Noch höher als Produktwerbung stehen Tourismusmotive in der Gunst der Plakatsammler, allen voran die Werbung für Wintersport. Führend sind hier Schweizer Grafiker wie Emil Cardinaux, Otto Baumberger, Herbert Matter oder Alex Diggelmann mit ihren Bergmotiven vom Matterhorn bis zur Jungfrau. Bei einer Auktion des Züricher Plakatspezialisten Guido Tön im März dieses Jahres erzielte eine farblich und typografisch gelungene Diggelmann-Werbung für den Nobelort Gstaad
von 1934 mit rund 18.000 Euro glatt das Doppelte des Schätzpreises.

Ski-Poster

„Da ist aber noch Luft nach oben“, ist sich Auktionator Tön sicher, „solche Motive werden bei Chalet-Besitzern als Wandschmuck immer beliebter.“ Tön-Konkurrent Christie’s reagierte schon früh auf die Nachfrage nach Ski-Postern und veranstaltet einmal jährlich eine Spezialauktion zum Thema Wintersport.

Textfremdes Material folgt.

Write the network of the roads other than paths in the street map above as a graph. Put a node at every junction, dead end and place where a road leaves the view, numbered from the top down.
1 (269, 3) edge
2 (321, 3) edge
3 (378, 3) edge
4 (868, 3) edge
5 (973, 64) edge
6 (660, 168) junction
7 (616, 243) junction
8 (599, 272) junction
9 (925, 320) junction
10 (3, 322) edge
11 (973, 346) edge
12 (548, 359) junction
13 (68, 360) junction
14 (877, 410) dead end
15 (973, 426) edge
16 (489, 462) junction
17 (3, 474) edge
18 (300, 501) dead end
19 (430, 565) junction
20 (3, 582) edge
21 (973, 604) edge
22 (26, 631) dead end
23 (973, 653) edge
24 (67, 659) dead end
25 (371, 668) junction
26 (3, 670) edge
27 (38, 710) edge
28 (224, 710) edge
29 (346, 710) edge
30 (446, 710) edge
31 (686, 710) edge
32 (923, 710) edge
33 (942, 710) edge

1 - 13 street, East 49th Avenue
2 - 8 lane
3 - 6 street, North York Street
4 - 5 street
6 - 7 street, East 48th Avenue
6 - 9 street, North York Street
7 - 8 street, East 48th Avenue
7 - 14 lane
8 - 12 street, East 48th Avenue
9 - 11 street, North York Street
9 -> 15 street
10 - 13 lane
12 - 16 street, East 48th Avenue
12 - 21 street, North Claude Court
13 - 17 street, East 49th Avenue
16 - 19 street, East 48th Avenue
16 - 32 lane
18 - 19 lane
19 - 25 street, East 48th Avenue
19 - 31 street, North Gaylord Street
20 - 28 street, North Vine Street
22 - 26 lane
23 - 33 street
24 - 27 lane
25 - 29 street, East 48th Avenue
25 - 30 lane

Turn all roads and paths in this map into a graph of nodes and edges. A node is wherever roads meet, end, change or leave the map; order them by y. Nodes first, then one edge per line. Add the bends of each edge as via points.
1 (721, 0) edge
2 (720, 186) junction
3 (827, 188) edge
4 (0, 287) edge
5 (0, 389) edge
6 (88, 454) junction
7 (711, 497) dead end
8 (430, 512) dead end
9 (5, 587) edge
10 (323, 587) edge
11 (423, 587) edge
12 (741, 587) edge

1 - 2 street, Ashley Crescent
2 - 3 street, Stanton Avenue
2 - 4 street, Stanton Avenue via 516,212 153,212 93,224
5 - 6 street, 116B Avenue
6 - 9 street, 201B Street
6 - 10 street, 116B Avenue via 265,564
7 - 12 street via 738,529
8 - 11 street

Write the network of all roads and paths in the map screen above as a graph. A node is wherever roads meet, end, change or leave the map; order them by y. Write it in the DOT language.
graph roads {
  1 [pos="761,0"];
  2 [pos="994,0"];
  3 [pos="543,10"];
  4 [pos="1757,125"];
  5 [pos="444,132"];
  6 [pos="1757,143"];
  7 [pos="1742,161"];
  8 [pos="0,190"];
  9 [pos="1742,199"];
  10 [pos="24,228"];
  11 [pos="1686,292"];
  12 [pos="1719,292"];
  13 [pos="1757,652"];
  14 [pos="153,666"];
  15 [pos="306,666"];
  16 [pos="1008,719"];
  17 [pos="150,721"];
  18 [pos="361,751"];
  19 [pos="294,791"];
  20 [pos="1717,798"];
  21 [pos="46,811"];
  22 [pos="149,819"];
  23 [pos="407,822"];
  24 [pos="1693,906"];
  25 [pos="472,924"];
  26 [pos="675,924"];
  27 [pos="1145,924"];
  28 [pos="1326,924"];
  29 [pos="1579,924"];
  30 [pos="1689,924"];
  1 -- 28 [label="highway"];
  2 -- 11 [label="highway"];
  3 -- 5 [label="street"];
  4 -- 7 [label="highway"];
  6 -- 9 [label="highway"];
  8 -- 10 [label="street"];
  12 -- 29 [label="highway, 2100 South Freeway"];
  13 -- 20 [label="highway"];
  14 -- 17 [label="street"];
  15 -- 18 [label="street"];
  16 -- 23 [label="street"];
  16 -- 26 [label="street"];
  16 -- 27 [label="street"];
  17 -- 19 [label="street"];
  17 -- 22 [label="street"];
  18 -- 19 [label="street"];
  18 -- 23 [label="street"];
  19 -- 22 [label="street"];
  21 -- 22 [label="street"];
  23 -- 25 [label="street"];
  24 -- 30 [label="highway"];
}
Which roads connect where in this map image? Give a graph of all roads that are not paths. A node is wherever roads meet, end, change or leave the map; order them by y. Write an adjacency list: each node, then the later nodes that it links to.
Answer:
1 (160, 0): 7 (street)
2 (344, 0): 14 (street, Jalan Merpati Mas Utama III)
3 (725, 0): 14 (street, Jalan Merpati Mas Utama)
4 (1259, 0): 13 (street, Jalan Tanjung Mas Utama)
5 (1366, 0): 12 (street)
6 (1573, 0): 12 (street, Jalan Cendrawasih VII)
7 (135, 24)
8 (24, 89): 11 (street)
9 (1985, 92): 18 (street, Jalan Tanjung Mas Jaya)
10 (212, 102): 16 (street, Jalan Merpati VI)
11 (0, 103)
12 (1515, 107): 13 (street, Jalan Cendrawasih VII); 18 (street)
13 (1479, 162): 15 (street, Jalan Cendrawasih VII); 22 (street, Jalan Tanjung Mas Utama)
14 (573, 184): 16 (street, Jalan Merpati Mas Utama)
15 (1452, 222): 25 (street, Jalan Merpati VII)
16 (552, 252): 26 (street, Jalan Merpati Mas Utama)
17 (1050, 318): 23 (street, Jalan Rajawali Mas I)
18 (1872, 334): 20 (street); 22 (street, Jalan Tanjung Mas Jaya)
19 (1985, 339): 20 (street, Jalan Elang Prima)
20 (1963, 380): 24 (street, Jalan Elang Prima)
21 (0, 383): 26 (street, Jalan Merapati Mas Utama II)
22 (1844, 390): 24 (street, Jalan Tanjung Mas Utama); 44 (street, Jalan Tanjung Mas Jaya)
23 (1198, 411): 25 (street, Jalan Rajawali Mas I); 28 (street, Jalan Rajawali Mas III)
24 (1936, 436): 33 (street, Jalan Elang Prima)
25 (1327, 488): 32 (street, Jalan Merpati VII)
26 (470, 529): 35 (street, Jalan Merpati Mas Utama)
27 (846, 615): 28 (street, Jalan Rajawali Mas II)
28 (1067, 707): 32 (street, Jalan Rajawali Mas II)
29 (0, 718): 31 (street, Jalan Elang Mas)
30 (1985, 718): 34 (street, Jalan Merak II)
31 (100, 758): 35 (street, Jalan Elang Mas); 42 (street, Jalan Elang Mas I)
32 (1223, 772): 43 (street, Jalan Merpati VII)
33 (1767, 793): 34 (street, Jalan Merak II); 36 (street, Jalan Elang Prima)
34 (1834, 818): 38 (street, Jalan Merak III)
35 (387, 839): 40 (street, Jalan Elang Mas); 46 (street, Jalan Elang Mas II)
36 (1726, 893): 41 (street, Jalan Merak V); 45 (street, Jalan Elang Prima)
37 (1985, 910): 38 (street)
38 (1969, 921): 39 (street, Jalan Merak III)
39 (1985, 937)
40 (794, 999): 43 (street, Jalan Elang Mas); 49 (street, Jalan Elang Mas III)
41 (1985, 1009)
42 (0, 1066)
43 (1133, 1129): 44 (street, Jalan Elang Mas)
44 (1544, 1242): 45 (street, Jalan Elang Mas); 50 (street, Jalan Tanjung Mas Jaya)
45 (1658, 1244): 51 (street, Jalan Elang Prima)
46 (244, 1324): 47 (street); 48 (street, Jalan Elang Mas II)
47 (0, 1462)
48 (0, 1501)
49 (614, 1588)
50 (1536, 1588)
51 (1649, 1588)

Mittlerweile haben Tourismusmotive einen Anteil von 75 Prozent am Plakatumsatz des Londoner Auktionsriesen.

Zu den Rennern unter den Reise-Plakaten zählen bei Christie’s die Motive für die Londoner U-Bahn (London Underground). Renommiertester Künstler ist hier Edward McKnight Kauffer (1890–1954), der zwischen den Weltkriegen rund 120 Poster für die Londoner Tube entwarf. Im Mai dieses Jahres erzielte bei Christie’s ein Poster des gebürtigen Amerikaners von 1930 mit 33.000 Euro mehr als das Doppelte der Schätzung.

Möglichst makellos

Vor der Investition größerer Summen in ein Plakat lohnt ein Blick in die kostenfreie Datenbank des US-Auktionshauses PAI. Unter www.posterauctions.com finden
Sammler die Preishistorie von 50.000 Postern, die seit den Siebzigerjahren versteigert wurden. Beherzigen sollten Sammler auch die Tipps von Udo Boersma, Spezialist des Plakatanbieters Van Sabben im nordholländischen Hoorn: „Plakate sollten möglichst in dem Top-Zustand A sein“, sagt er. Das Rating reicht hier von A bis D.

„Restaurierungen oder Einrisse“, so Boersma, „sind – wenn überhaupt – nur im Randbereich akzeptabel. Das Motiv selbst sollte stets unversehrt sein. Ein Poster sollte möglichst nicht auf Karton oder Leinwand aufgezogen sein, es sei denn, es ist sonst nicht zu bekommen.“ Zudem sollten Sammler darauf achten, dass auf der Rechnung vermerkt wurde, dass es sich um ein Originalplakat (englisch „Vintage Poster“) handelt.

Geld zurück bei wertlosem Reprint

„Denn falls sich später herausstellt“, so US-Experte Rennert, „dass es sich um einen wertlosen Reprint handelt, kann der Käufer sein Geld zurückverlangen.“ Garantiert „Vintage“ ist das Exemplar des Cassandre-Klassikers Normandie von 1935, mit dem das New Yorker Auktionshaus Swann Galleries am 11. November
Poster-Fans an den Hudson lockt.

Der besondere Clou dieser Version des französischen Art-déco-Klassikers: Das Datum der Abfahrt sowie der Zusatz „Voyage Inaugural“ (Jungfernfahrt) wurden hier mit eingedruckt. Erwarteter Preis der Pretiose (Zustand: B+): 20.000 Dollar.